(Given data)

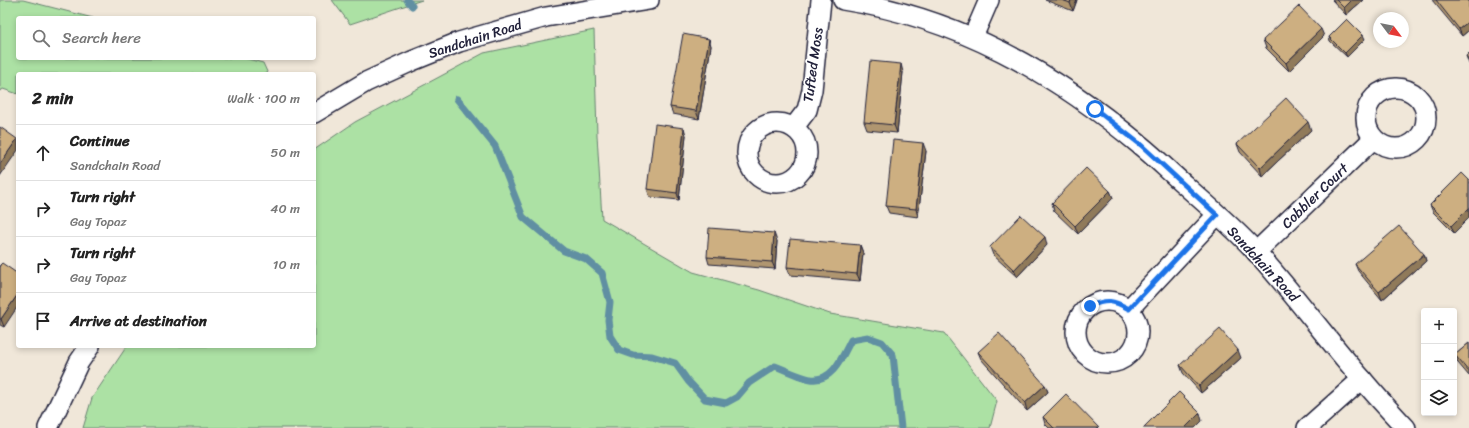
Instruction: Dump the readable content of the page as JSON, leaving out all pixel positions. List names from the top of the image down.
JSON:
{
  "streets": {
    "street": ["Sandchain Road", "Tufted Moss", "Cobbler Court"]
  },
  "crossings": [
    ["Sandchain Road", "Cobbler Court"]
  ],
  "north": "bottom right",
  "page": {
    "search": "Search here",
    "heading": ["2 min", "Walk · 100 m"],
    "list": [
      ["Continue", "Sandchain Road", "50 m"],
      ["Turn right", "Gay Topaz", "40 m"],
      ["Turn right", "Gay Topaz", "10 m"],
      "Arrive at destination"
    ],
    "map_buttons": ["+", "−"]
  }
}
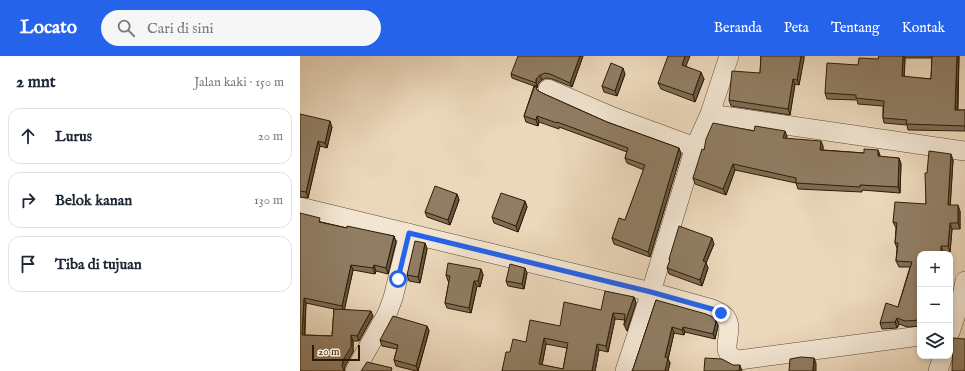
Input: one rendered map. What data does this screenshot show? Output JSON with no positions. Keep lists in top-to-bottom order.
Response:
{
  "scale_bar": "20 m",
  "page": {
    "header": "Locato",
    "search": "Cari di sini",
    "nav": [
      "Beranda",
      "Peta",
      "Tentang",
      "Kontak"
    ],
    "heading": ["2 mnt", "Jalan kaki · 150 m"],
    "list": [
      ["Lurus", "20 m"],
      ["Belok kanan", "130 m"],
      "Tiba di tujuan"
    ],
    "map_buttons": ["+", "−"],
    "scale": "20 m"
  }
}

(End Given data)

→ **Description of the task**: Drop the images; return the entries above exactly as they appear.

→ **Solution**:
Instruction: Dump the readable content of the page as JSON, leaving out all pixel positions. List names from the top of the image down.
JSON:
{
  "streets": {
    "street": ["Sandchain Road", "Tufted Moss", "Cobbler Court"]
  },
  "crossings": [
    ["Sandchain Road", "Cobbler Court"]
  ],
  "north": "bottom right",
  "page": {
    "search": "Search here",
    "heading": ["2 min", "Walk · 100 m"],
    "list": [
      ["Continue", "Sandchain Road", "50 m"],
      ["Turn right", "Gay Topaz", "40 m"],
      ["Turn right", "Gay Topaz", "10 m"],
      "Arrive at destination"
    ],
    "map_buttons": ["+", "−"]
  }
}
Input: one rendered map. What data does this screenshot show? Output JSON with no positions. Keep lists in top-to-bottom order.
Response:
{
  "scale_bar": "20 m",
  "page": {
    "header": "Locato",
    "search": "Cari di sini",
    "nav": [
      "Beranda",
      "Peta",
      "Tentang",
      "Kontak"
    ],
    "heading": ["2 mnt", "Jalan kaki · 150 m"],
    "list": [
      ["Lurus", "20 m"],
      ["Belok kanan", "130 m"],
      "Tiba di tujuan"
    ],
    "map_buttons": ["+", "−"],
    "scale": "20 m"
  }
}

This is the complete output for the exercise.